Por Marilys Suárez Moreno
Hay un momento en la infancia que se puede calificar de “mágico”, y no debe preocuparnos si en la edad preescolar la niña o el niño inventa historias, compañeros de juegos, interlocutores invisibles, “presencias” que responden al fruto de su imaginación altamente desarrollada.
Después de los cuatro años de edad, los menores hablan de “hazañas” que realizaron o vieron, y que no ocurrieron o acontecieron de modo mucho menos “heroico” o espectacular.
Invenciones que obedecen a un mecanismo psíquico muy distinto del de la mentira, porque en gran parte es inconsciente, y castigarlo y llamarle mentiroso constituye un error.
Mediante la fantasía las infancias se liberan de las restricciones que a su corta edad le imponemos y, con sólo cuatro o cinco años y su mucha imaginación, ya se consideran doctores, maestras, artistas o soldados y se reconocen y actúan con la misma seriedad con que lo haría un profesional avezado, máxime si tiene cerca el ejemplo de sus padres, profesionales o no.
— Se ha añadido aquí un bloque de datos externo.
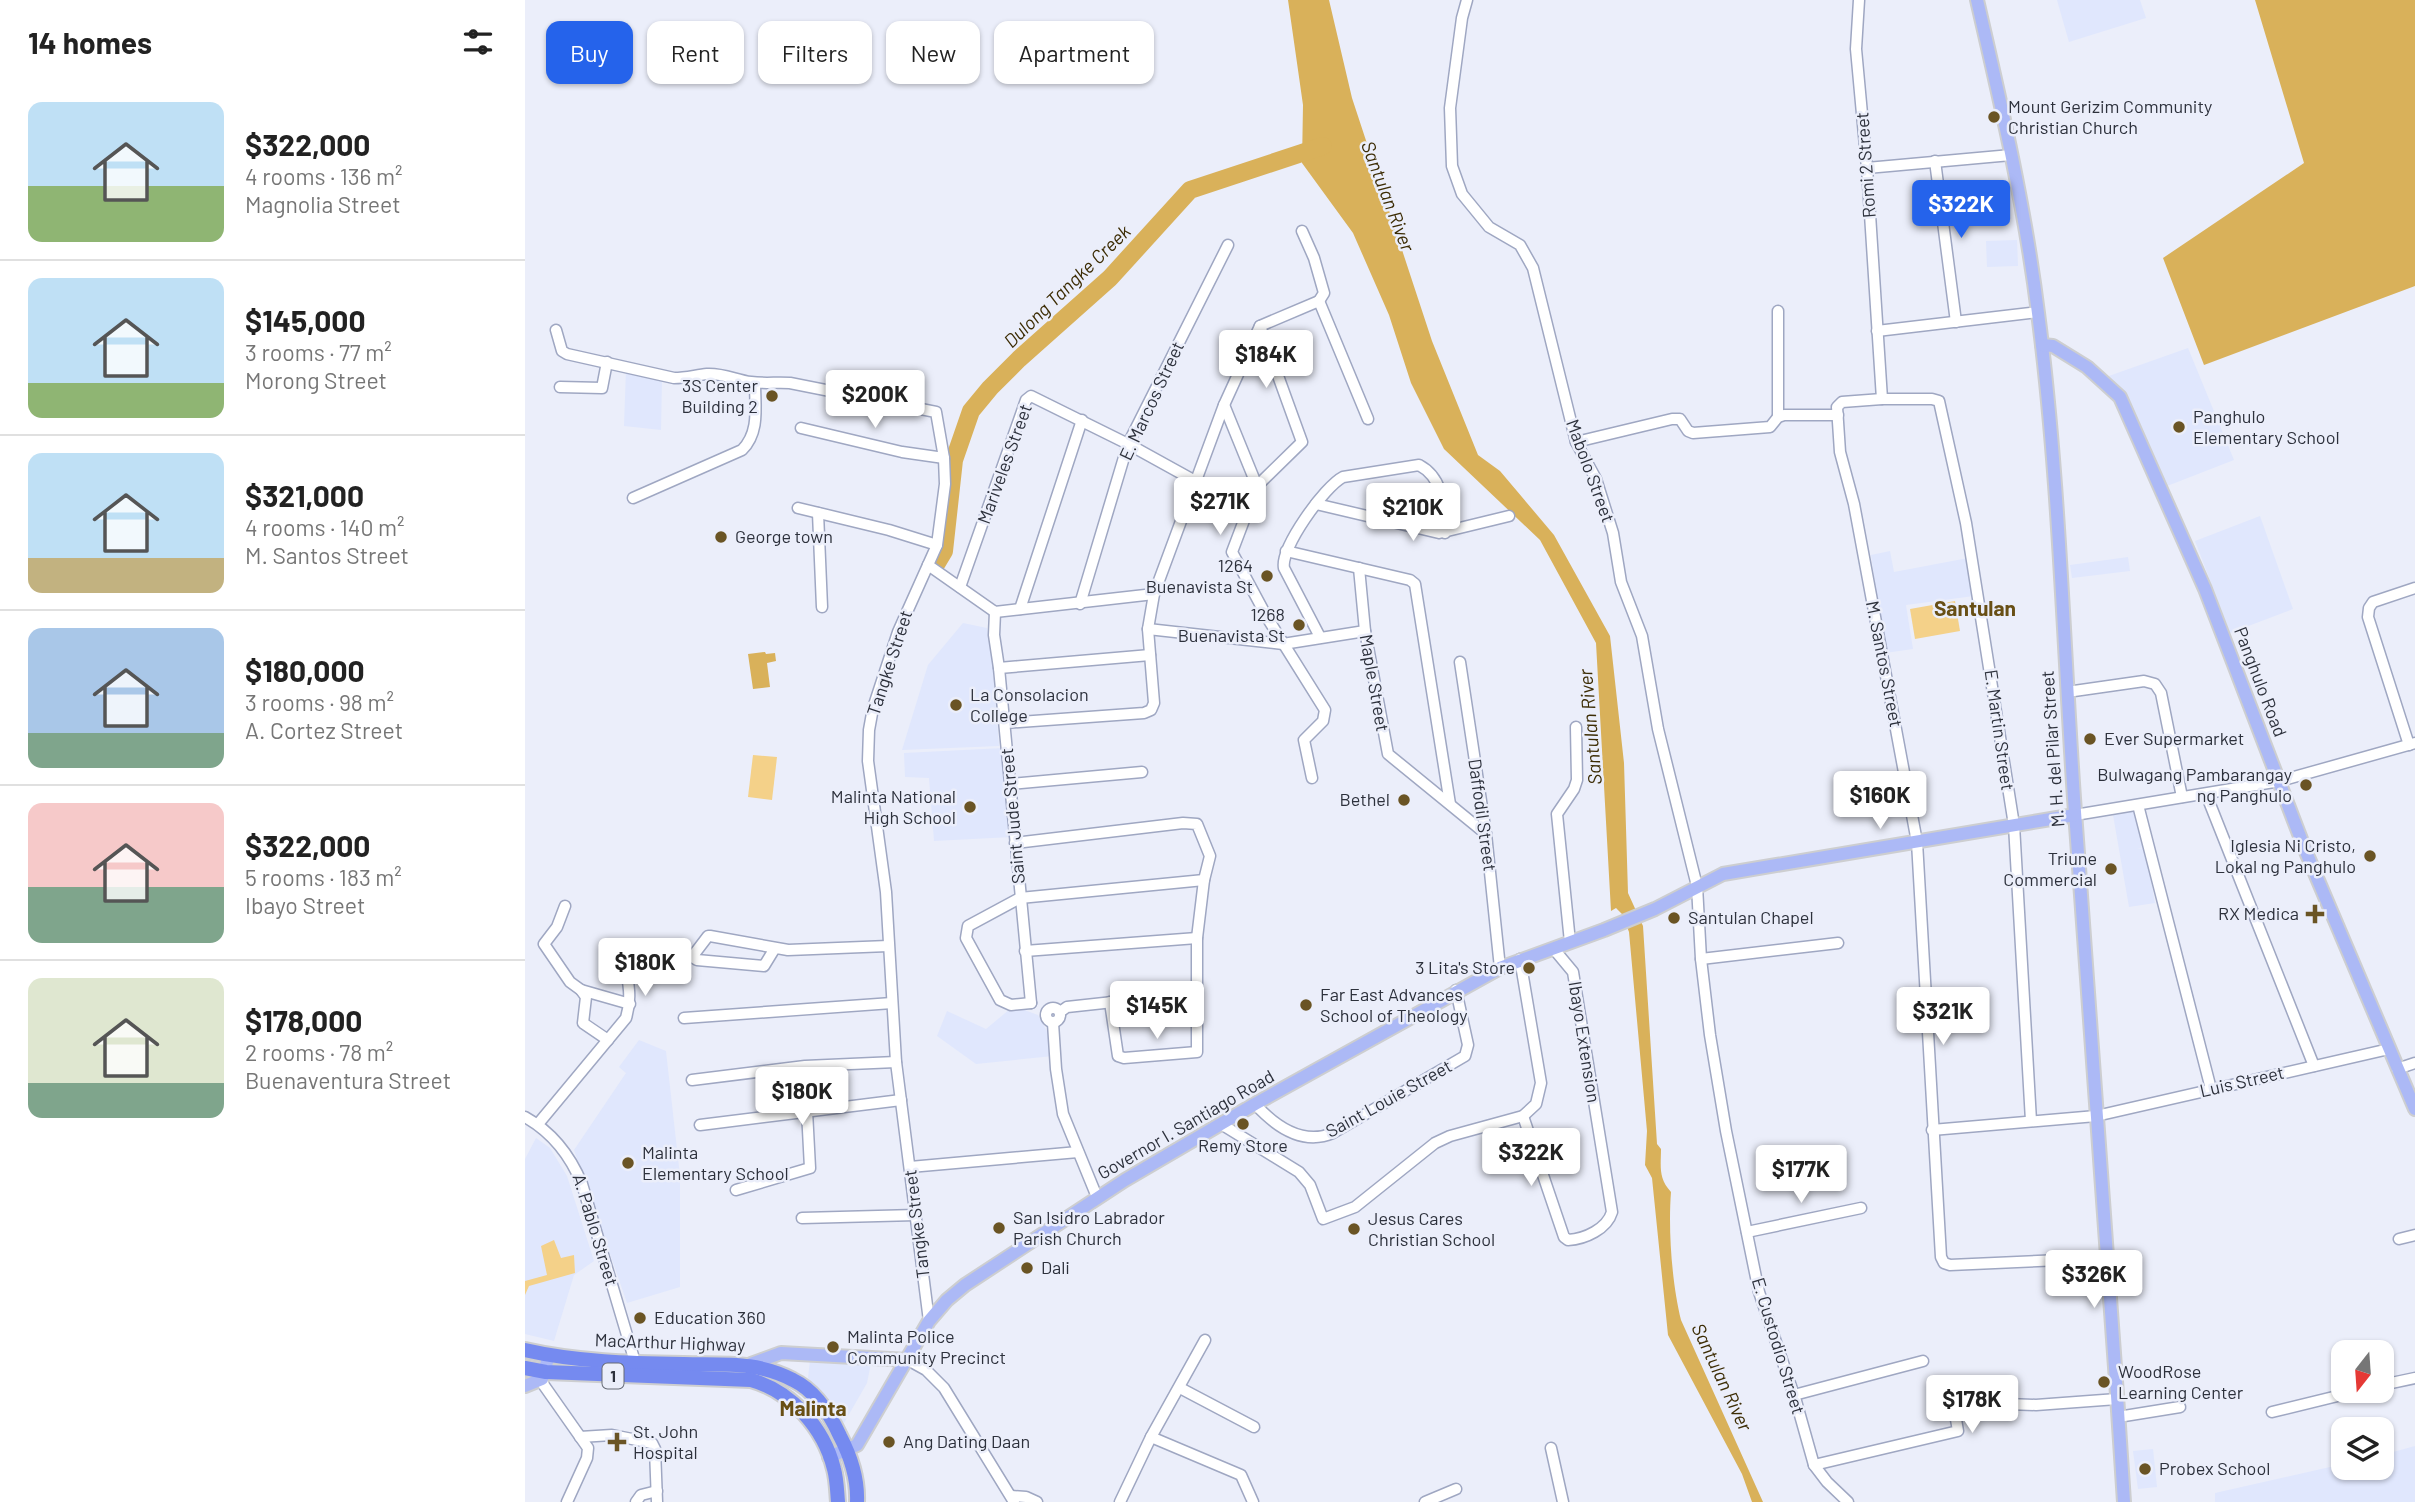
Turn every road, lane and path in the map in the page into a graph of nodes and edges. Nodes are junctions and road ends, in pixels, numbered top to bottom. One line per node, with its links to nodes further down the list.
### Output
1 (1467, 0): 27 (street, Mabolo Street)
2 (1859, 0): 6 (street, Romi 2 Street)
3 (1977, 0): 4 (main road, M. H. del Pilar Street)
4 (2011, 155): 5 (street); 11 (main road, M. H. del Pilar Street)
5 (1935, 161): 6 (street); 12 (street)
6 (1867, 168): 15 (street, Romi 2 Street)
7 (1302, 231): 9 (street)
8 (1228, 245): 28 (street, E. Marcos Street)
9 (1319, 301): 13 (street); 24 (street)
10 (1778, 311): 23 (street)
11 (2038, 312): 12 (street); 16 (main road, M. H. del Pilar Street)
12 (1956, 322): 15 (street)
13 (1260, 327): 21 (street); 31 (street)
14 (556, 330): 17 (street, Tangke Street)
15 (1877, 331): 20 (street, Romi 2 Street)
16 (2042, 345): 56 (main road, M. H. del Pilar Street); 62 (main road, Panghulo Road)
17 (607, 362): 18 (street, Tangke Street); 19 (street)
18 (755, 383): 29 (street, Tangke Street); 32 (street)
19 (560, 387)
20 (1882, 398): 22 (street); 69 (street, E. Martin Street)
21 (1224, 405): 30 (street); 31 (street)
22 (1837, 415): 23 (street); 71 (street, M. Santos Street)
23 (1778, 417): 27 (street)
24 (1368, 419)
25 (1082, 420): 28 (street, Mariveles Street); 42 (street, Mariveles Street); 47 (street)
26 (801, 428): 29 (street)
27 (1576, 442): 74 (street, Mabolo Street)
28 (1128, 444): 30 (street, Mariveles Street); 45 (street, E. Marcos Street)
29 (944, 458): 38 (street, Tangke Street)
30 (1195, 481): 44 (street)
31 (1257, 486): 52 (street)
32 (633, 498)
33 (1316, 504): 37 (street); 37 (street); 39 (street)
34 (797, 508): 35 (street)
35 (818, 513): 38 (street); 46 (street)
36 (1509, 516): 37 (street)
37 (1445, 533)
38 (937, 545): 40 (street, Tangke Street)
39 (1286, 551): 41 (street); 51 (street)
40 (928, 565): 42 (street); 80 (street, Tangke Street)
41 (1359, 568): 50 (street, Maple Street); 66 (street)
42 (960, 587): 48 (street)
43 (2415, 587): 59 (street)
44 (1154, 594): 45 (street); 49 (street)
45 (1080, 604): 47 (street)
46 (823, 607)
47 (1020, 609): 48 (street)
48 (995, 611): 55 (street, Saint Jude Street)
49 (1148, 629): 52 (street); 53 (street)
50 (1365, 631): 51 (street); 66 (street, Maple Street)
51 (1320, 637): 52 (street)
52 (1283, 644): 61 (street)
53 (1150, 654): 55 (street); 57 (street)
54 (1460, 662): 70 (street, Daffodil Street)
55 (999, 668): 57 (street, Saint Jude Street)
56 (2067, 692): 65 (street); 68 (main road, M. H. del Pilar Street)
57 (1005, 723): 63 (street, Saint Jude Street)
58 (1576, 727): 78 (street)
59 (2412, 744): 62 (street)
60 (1142, 772): 63 (street)
61 (1312, 778)
62 (2280, 781): 64 (street); 100 (main road, Panghulo Road)
63 (1010, 784): 72 (street, Saint Jude Street)
64 (2206, 794): 65 (street); 103 (street)
65 (2182, 797): 67 (street)
66 (1450, 804): 70 (street, Maple Street)
67 (2138, 805): 68 (street); 106 (street)
68 (2075, 814): 69 (main road, Governor I. Santiago Road); 112 (main road, M. H. del Pilar Street)
69 (2014, 825): 71 (main road, Governor I. Santiago Road); 114 (street, E. Martin Street)
70 (1486, 834): 87 (street, Daffodil Street)
71 (1917, 842): 74 (main road, Governor I. Santiago Road); 118 (street, M. Santos Street)
72 (1015, 843): 73 (street); 75 (street, Saint Jude Street)
73 (1204, 880): 75 (street); 77 (street)
74 (1697, 886): 78 (main road, Governor I. Santiago Road); 86 (street, E. Custodio Street)
75 (1020, 898): 83 (street, Saint Jude Street); 93 (street)
76 (565, 906): 88 (street)
77 (1196, 938): 83 (street); 90 (street)
78 (1570, 942): 82 (main road, Governor I. Santiago Road)
79 (1838, 943): 86 (street)
80 (888, 946): 81 (street); 92 (street, Tangke Street)
81 (775, 948): 81 (street)
82 (1553, 948): 85 (main road, Governor I. Santiago Road); 111 (street, Ibayo Extension)
83 (1025, 951): 93 (street, Saint Jude Street)
84 (623, 954): 94 (street)
85 (1520, 959): 87 (main road, Governor I. Santiago Road); 111 (street)
86 (1701, 959): 126 (street, E. Custodio Street)
87 (1500, 968): 89 (main road, Governor I. Santiago Road)
88 (581, 990): 94 (street); 99 (street)
89 (1456, 990): 108 (main road, Governor I. Santiago Road); 108 (street, Saint Louie Street)
90 (1196, 993): 91 (street); 91 (street)
91 (1110, 1002): 96 (street)
92 (892, 1003): 97 (street); 101 (street, Tangke Street)
93 (1031, 1003): 95 (street)
94 (630, 1004): 99 (street)
95 (1047, 1012): 96 (street); 98 (street)
96 (1060, 1012): 98 (street)
97 (684, 1018)
98 (1053, 1023): 119 (street)
99 (608, 1040): 115 (street)
100 (2389, 1049): 103 (street, Luis Street); 104 (main road, Panghulo Road)
101 (896, 1062): 105 (street); 107 (street, Tangke Street)
102 (2415, 1063): 104 (street)
103 (2314, 1066): 106 (street, Luis Street)
104 (2397, 1069): 109 (main road, Panghulo Road)
105 (692, 1080)
106 (2211, 1089): 112 (street, Luis Street)
107 (901, 1100): 110 (street); 120 (street, Tangke Street)
108 (1255, 1104): 116 (main road, Governor I. Santiago Road)
109 (2415, 1109)
110 (807, 1111): 117 (street); 121 (street)
111 (1523, 1116): 116 (street)
112 (2096, 1116): 114 (street, Luis Street); 129 (main road, M. H. del Pilar Street)
113 (525, 1117): 115 (street, A. Pablo Street)
114 (2031, 1121): 118 (street, Luis Street)
115 (538, 1124): 135 (street, A. Pablo Street)
116 (1221, 1124): 122 (main road, Governor I. Santiago Road)
117 (700, 1125)
118 (1932, 1130): 129 (street, M. Santos Street)
119 (1078, 1152): 120 (street); 122 (street)
120 (910, 1167): 124 (street, Tangke Street)
121 (736, 1190)
122 (1097, 1197): 130 (main road, Governor I. Santiago Road)
123 (1861, 1208): 126 (street)
124 (916, 1215): 125 (street); 130 (street, Tangke Street)
125 (802, 1218)
126 (1747, 1232): 146 (street, E. Custodio Street)
127 (2415, 1235): 128 (street)
128 (2399, 1239)
129 (2106, 1258): 148 (main road, M. H. del Pilar Street)
130 (929, 1321): 134 (main road, Governor I. Santiago Road)
131 (1205, 1340): 145 (street)
132 (525, 1350): 133 (highway, MacArthur Highway / 1)
133 (549, 1355): 135 (highway, MacArthur Highway / 1); 141 (main road)
134 (908, 1360): 137 (main road); 155 (main road, Governor I. Santiago Road); 161 (street)
135 (635, 1362): 139 (highway, MacArthur Highway / 1)
136 (1923, 1362): 146 (street)
137 (751, 1364): 140 (highway, MacArthur Highway / 1); 155 (highway, MacArthur Highway / 1)
138 (525, 1368): 141 (highway, MacArthur Highway / 1)
139 (681, 1371): 140 (highway, MacArthur Highway / 1); 141 (highway, MacArthur Highway / 1)
140 (710, 1372): 157 (highway, MacArthur Highway / 1)
141 (544, 1376): 144 (main road); 153 (street)
142 (2415, 1378): 143 (street)
143 (2394, 1382)
144 (525, 1386)
145 (1180, 1388): 152 (street); 154 (street)
146 (1794, 1395): 158 (street, E. Custodio Street)
147 (2331, 1398): 150 (street)
148 (2117, 1399): 151 (main road, M. H. del Pilar Street); 158 (street)
149 (2180, 1408): 151 (street)
150 (2272, 1412)
151 (2118, 1417): 172 (main road, M. H. del Pilar Street)
152 (1254, 1427)
153 (580, 1437): 160 (street); 162 (street)
154 (1151, 1437): 167 (street); 168 (street)
155 (853, 1445): 157 (main road); 165 (highway, MacArthur Highway / 1)
156 (1551, 1448): 170 (street)
157 (829, 1457): 164 (highway, MacArthur Highway / 1)
158 (1814, 1465): 171 (street, E. Custodio Street)
159 (1456, 1489): 169 (street)
160 (657, 1497): 163 (street)
161 (1012, 1499): 166 (street)
162 (567, 1502)
163 (636, 1502)
164 (838, 1502)
165 (857, 1502)
166 (1037, 1502)
167 (1120, 1502)
168 (1253, 1502)
169 (1425, 1502)
170 (1563, 1502)
171 (1848, 1502)
172 (2124, 1502)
La ilusión constituye una de las posibilidades del ser humano que más desarrollo le brinda al infante. Siempre y cuando no se mal encamine o se malogre por la ignorancia de los adultos.
Con ella puede suplir la falta de algún juguete y hasta la ausencia de otro niño o niña con quien jugar. Así, una caja puede convertirse en una carriola, un cochecito o una locomotora con vagones. Además ayuda en su desarrollo social y en todos los aspectos relacionados con este proceso.
Todo este mundo fantasioso le sirve también para ir adaptándose al medio, ya que su desbordante imaginación le permite buscar soluciones, formas de actuar y de expresarse y un universo de acciones que le facilitan luego actividades que irán presentándose con los años.
Confundir la mentira, generalmente intencional, con la invención o la fantasía de la niñez resulta frustrante para el pequeño ser. No lo menosprecie diciéndole mentiroso, utilizando frases, gestos, sonrisas irónicas o burlándose.
Lo mejor es creerle pero, a medida que vaya creciendo, ayudarlo a distinguir lo verdadero de lo imaginario, haciendo de la verdad un principio moral en su conducta cotidiana.
Con el tiempo, comprenderá, mientras tanto, comparta con su hijo o hija ese desbordante aluvión de ilusiones naturales propias de su edad que ayudan a la fantasía y que por lo general no cuestan nada, a lo más un poquito de esfuerzo.
No cortemos su imaginación, mejor procuremos encauzarlas. Las ilusiones constituyen una gran reserva para enfrentarse con la realidad de la edad adulta.